As we do every year in the month of February, Uncomfortably Dark takes time out to honor Black authors and Black history from every era, past and present. If you already read widely and diversely or want to get started; please add these authors to your Must - Read lists and to those TBR piles!


A massive thank you to fellow author Eliza Broadbent for this huge undertaking for this month, enabling Uncomfortably Dark to honor at least one author a day, or more!


Linda D. Addison grew up in Philadelphia and began weaving stories at an early age. Ms Addison is the first African-American recipient of the world renowned HWA Bram Stoker Award\u00ae and has received five awards for collections: The Place of Broken Things written with Alessandro Manzetti; Four Elements written with Charlee Jacob, Marge Simon and Rain Graves; How To Recognize A Demon Has Become Your Friend short stories and poetry; Being Full of Light, Insubstantial; Consumed, Reduced to Beautiful Grey Ashes.


In 2018, she received the HWA Lifetime Achievement Award. In 2020, Addison was designated SFPA Grand Master of Fantastic Poetry.
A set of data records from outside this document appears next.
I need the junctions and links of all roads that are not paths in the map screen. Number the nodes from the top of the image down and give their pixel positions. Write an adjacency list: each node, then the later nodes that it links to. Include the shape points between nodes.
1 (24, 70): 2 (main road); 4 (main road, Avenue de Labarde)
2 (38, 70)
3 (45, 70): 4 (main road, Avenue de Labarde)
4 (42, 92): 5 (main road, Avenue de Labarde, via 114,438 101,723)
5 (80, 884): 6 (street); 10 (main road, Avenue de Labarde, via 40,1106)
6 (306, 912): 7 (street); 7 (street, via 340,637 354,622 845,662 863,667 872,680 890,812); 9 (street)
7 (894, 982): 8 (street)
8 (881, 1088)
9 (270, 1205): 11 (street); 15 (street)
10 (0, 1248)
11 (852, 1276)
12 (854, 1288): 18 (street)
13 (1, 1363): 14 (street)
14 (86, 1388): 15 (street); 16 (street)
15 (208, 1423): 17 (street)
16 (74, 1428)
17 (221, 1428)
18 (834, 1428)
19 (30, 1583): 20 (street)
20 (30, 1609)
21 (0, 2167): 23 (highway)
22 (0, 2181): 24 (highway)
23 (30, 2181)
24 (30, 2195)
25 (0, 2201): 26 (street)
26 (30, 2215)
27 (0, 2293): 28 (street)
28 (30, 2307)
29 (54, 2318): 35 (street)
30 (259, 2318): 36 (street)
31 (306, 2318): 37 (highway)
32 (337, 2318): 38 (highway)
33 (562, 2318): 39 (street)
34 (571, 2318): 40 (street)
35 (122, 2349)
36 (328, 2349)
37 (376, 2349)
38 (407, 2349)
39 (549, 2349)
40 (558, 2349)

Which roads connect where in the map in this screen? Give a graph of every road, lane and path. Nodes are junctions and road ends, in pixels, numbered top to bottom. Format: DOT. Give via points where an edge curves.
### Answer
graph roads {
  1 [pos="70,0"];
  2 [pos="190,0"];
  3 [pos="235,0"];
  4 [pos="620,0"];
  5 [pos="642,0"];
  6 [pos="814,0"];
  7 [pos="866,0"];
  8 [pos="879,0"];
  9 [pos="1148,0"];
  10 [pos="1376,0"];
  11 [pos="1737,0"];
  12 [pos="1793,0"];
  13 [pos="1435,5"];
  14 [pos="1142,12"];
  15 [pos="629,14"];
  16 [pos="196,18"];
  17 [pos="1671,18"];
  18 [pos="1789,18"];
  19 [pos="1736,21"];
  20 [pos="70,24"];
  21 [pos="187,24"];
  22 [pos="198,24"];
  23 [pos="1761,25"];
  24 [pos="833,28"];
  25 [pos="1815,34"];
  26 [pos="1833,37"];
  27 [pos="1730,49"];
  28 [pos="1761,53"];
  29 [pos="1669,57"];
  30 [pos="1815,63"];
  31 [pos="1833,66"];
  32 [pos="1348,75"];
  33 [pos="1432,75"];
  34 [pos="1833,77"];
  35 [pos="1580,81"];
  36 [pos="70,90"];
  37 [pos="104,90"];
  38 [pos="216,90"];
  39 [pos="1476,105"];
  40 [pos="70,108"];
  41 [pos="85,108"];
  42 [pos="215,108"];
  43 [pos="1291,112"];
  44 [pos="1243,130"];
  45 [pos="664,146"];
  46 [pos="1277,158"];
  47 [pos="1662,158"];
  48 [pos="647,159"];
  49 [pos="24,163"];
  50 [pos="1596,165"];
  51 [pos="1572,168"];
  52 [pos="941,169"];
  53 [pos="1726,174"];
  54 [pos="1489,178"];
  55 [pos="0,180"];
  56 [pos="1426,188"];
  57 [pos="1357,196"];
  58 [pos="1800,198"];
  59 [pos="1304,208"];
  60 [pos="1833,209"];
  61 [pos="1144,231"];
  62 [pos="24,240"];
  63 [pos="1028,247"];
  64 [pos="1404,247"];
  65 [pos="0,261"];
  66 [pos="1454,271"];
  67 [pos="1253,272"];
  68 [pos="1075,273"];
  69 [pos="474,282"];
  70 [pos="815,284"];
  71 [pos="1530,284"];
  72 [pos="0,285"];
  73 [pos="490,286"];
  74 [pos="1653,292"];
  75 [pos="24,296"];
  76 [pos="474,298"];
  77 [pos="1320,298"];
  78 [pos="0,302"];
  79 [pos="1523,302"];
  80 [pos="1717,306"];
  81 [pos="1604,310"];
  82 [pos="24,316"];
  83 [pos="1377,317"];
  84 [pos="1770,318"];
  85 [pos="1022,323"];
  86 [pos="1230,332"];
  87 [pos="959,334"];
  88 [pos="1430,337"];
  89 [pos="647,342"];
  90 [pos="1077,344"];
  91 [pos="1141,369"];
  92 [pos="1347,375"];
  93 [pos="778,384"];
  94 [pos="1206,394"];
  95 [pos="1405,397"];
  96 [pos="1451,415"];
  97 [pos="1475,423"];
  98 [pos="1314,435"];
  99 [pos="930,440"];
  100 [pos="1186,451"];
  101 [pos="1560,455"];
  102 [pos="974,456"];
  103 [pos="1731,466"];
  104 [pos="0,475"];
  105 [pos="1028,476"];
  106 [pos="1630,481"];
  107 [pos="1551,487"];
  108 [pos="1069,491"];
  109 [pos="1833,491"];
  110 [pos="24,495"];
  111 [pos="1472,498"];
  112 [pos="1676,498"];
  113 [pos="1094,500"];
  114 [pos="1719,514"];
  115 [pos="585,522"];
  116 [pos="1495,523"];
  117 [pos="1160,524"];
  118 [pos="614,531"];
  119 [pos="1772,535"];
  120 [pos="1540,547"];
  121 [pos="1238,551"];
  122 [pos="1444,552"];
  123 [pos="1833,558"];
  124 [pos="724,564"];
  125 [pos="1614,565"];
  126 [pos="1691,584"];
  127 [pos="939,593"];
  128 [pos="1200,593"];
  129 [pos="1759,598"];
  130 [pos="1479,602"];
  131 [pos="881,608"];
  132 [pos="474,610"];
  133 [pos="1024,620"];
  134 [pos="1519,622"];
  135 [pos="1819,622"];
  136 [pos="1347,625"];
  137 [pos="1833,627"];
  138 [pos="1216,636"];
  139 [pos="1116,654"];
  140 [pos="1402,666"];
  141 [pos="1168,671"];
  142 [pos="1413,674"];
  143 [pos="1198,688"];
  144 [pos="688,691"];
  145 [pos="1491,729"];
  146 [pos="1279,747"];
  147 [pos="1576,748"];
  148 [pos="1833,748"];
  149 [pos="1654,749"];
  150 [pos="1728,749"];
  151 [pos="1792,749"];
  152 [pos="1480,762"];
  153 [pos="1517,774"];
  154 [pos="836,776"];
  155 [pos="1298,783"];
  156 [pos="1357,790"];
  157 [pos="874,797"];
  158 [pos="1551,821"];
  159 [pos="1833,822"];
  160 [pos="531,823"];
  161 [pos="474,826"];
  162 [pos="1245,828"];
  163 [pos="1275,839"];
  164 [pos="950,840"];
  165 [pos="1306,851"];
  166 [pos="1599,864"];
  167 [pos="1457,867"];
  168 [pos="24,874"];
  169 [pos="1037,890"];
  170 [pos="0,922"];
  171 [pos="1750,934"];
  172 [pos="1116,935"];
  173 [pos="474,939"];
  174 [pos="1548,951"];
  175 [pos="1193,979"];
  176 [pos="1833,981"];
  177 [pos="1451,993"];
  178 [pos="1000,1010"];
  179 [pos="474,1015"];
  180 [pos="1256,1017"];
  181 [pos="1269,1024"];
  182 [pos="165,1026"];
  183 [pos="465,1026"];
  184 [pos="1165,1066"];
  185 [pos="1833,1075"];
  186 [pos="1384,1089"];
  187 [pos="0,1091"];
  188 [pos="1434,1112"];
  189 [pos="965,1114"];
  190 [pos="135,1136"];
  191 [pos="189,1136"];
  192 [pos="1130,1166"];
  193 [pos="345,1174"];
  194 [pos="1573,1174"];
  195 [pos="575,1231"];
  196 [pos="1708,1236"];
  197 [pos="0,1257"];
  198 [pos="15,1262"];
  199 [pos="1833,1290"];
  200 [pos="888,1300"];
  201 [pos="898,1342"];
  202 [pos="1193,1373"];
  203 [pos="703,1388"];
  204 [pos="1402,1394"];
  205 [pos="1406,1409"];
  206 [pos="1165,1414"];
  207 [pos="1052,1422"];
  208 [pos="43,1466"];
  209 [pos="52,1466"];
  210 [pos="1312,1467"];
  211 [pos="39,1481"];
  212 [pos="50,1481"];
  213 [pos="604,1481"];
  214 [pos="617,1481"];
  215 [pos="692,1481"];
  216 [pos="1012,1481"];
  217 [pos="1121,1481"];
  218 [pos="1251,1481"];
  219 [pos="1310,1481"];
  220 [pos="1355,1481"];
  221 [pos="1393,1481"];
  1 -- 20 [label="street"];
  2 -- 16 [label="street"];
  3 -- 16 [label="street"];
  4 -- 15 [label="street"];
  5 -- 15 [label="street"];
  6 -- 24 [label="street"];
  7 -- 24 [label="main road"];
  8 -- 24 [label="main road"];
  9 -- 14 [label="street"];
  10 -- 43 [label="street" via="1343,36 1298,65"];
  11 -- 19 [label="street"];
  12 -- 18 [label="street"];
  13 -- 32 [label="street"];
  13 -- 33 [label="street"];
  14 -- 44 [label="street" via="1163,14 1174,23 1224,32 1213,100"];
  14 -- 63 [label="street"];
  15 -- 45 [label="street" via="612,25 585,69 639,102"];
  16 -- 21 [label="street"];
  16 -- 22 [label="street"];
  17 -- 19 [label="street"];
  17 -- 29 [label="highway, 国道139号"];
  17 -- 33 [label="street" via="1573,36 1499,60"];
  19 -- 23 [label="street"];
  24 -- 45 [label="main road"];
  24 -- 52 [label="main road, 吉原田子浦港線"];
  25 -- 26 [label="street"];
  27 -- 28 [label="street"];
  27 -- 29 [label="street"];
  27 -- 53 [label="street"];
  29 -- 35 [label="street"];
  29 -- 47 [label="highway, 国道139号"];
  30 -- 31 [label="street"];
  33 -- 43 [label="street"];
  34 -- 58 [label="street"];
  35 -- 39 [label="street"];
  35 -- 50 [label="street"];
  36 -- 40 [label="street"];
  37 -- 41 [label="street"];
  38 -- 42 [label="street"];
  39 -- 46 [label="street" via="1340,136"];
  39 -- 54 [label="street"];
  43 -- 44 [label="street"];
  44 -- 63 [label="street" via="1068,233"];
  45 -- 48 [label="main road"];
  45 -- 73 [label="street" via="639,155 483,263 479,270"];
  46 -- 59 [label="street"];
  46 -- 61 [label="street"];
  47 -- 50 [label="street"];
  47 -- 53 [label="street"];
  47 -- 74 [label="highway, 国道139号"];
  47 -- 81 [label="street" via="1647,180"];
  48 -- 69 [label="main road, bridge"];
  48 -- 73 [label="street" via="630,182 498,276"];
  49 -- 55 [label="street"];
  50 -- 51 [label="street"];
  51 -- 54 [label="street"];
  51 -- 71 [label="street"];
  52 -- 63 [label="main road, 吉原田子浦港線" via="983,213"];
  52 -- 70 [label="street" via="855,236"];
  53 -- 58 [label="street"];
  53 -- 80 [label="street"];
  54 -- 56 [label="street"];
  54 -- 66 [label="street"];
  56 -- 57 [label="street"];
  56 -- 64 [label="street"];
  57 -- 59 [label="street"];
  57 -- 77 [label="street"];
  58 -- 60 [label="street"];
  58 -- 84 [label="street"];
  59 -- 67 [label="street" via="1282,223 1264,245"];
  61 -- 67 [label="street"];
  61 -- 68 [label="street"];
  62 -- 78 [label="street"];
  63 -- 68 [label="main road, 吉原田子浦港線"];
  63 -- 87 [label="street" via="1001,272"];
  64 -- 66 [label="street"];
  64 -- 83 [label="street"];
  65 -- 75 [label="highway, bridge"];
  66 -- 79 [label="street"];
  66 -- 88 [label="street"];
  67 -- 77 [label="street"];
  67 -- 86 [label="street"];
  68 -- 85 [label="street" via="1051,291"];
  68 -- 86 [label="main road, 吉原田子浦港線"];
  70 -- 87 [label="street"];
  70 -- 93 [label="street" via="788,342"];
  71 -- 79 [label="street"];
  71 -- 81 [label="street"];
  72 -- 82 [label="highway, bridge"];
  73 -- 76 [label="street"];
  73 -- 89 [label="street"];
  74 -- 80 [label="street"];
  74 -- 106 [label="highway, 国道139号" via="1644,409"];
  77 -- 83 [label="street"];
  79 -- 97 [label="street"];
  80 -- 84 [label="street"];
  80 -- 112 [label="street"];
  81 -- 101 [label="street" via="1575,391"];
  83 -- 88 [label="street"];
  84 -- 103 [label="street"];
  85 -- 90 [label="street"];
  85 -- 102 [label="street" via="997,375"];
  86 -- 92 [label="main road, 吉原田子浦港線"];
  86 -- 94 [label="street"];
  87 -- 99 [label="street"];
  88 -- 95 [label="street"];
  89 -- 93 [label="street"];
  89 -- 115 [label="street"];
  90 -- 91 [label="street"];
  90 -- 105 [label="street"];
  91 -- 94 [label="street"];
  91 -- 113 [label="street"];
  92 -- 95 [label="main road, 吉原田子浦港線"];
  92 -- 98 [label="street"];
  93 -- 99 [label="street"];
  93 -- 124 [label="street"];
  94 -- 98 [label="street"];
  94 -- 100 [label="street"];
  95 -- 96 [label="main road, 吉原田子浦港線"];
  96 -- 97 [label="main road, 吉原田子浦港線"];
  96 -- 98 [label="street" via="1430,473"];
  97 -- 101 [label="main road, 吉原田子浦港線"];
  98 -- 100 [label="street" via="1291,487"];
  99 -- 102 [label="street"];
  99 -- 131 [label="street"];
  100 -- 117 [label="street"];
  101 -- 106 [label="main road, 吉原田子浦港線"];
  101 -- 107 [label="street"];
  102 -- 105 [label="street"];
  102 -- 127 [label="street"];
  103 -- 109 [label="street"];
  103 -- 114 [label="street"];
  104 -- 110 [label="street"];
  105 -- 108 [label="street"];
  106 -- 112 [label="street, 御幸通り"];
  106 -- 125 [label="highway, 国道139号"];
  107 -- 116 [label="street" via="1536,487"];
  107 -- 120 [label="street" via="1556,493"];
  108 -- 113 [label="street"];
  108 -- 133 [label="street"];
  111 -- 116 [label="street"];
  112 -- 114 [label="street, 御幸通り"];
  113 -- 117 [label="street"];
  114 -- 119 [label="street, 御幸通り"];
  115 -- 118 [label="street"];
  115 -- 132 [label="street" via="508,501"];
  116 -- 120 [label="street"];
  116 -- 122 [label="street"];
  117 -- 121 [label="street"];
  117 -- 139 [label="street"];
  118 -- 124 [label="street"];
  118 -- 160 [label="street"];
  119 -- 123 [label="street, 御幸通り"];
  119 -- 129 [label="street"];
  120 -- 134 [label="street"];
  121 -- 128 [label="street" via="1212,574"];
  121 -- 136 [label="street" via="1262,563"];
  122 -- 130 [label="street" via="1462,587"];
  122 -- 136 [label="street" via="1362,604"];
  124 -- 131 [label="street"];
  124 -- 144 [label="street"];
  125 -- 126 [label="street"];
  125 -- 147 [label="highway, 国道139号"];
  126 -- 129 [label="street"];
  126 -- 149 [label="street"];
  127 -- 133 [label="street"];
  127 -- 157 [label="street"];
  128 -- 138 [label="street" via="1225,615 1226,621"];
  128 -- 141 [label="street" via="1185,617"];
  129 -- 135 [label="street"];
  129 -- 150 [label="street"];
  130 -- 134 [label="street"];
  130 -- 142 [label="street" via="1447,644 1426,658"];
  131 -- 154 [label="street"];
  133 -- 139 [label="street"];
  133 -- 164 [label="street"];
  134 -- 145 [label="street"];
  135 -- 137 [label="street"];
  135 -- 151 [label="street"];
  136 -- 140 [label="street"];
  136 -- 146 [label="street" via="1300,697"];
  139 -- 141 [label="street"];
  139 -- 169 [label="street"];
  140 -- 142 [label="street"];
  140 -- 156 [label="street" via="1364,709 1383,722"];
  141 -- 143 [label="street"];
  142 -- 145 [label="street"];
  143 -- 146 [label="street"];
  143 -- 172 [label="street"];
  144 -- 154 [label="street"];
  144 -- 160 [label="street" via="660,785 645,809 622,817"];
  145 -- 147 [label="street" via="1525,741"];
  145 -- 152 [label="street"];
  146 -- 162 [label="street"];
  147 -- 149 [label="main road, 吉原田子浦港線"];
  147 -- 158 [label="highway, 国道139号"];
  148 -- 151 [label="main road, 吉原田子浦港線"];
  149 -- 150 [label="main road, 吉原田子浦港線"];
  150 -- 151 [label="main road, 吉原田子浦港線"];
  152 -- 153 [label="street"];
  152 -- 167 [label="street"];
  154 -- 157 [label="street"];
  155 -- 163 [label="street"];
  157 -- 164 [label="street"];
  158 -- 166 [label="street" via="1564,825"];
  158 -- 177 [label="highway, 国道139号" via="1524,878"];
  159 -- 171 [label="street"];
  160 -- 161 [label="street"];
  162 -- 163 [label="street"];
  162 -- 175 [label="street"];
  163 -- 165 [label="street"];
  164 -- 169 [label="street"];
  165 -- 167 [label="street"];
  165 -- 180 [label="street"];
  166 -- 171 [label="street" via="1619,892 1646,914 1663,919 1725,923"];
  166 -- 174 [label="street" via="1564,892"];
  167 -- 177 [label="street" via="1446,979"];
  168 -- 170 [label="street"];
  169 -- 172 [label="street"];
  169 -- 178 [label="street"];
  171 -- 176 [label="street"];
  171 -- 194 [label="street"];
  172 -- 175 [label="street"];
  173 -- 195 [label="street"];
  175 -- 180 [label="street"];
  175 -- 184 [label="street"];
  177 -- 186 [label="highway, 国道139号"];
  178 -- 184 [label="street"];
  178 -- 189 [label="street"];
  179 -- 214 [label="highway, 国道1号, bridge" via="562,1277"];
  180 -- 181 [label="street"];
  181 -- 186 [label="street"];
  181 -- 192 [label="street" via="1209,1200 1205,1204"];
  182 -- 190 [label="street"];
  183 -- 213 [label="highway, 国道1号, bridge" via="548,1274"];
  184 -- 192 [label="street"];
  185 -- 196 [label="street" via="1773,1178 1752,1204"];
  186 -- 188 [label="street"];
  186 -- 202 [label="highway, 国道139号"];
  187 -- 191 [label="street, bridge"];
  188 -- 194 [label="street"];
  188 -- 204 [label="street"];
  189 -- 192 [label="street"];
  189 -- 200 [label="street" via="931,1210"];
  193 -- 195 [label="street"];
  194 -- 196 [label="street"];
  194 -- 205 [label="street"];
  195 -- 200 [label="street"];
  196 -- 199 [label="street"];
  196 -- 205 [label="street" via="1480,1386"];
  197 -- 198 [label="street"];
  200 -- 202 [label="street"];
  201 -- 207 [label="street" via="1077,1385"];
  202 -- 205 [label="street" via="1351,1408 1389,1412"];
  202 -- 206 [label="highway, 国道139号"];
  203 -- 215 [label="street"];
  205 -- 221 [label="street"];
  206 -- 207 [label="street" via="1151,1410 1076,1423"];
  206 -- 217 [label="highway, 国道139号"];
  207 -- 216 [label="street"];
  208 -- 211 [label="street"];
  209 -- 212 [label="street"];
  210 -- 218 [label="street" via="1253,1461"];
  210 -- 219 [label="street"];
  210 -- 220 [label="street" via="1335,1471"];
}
She co-edited Sycorax's Daughters anthology of horror fiction & poetry by African-American women with Kinitra Brooks PhD and Susana Morris PhD, which was a HWA Bram Stoker finalist in the Anthology category.


She currently lives in Arizona and has published over 400 poems, stories and articles. Look for her story in the Black Panther: Tales of Wakanda anthology (Titan/Marvel).



Today, we honor Linda D. Addison



1. What kind of horror do you write/publish, and what brought you to the horror genre in particular?


I write poetry, fiction that is considered psychological horror in my own collections and many magazines and anthologies. Horror is my way to express and release my anger, frustration and inner pain at the terrible things that humans to other humans.



2. Who would you consider your influences and inspiration?


I’ve had enough influences and inspirations to fill several books and growing as I discover new authors. I will say my first inspiration was my mother, Janet Marie Webster, who is no longer with us, but I grew up with her telling us fairy tales she made up and often put us in as characters. So, I thought making up tales was a natural thing.



3. What piece of writing has meant the most to you, and why? This can be both your own and/or another author’s.


The first thing that came to mind was a story I wrote in 2024, “The Tale of the Twin Stars, Born of Earth & Sea” published in the anthology Bestiary of Blood edited by Jamal Hodge. It was one of the hardest pieces I’ve written because it involved child abuse and I used the emotional lens of my hard childhood to write the story.


Even though the story doesn’t include facts from my childhood, taking myself emotionally to the helpless, powerless state made me have to stop several times because of headaches and nausea. In the end, with Jamal’s patience help, the story was finished and I felt a deep healing in having finally faced the deepest parts of that pain.


4. What’s your writing/editing journey been like? What challenges have you faced?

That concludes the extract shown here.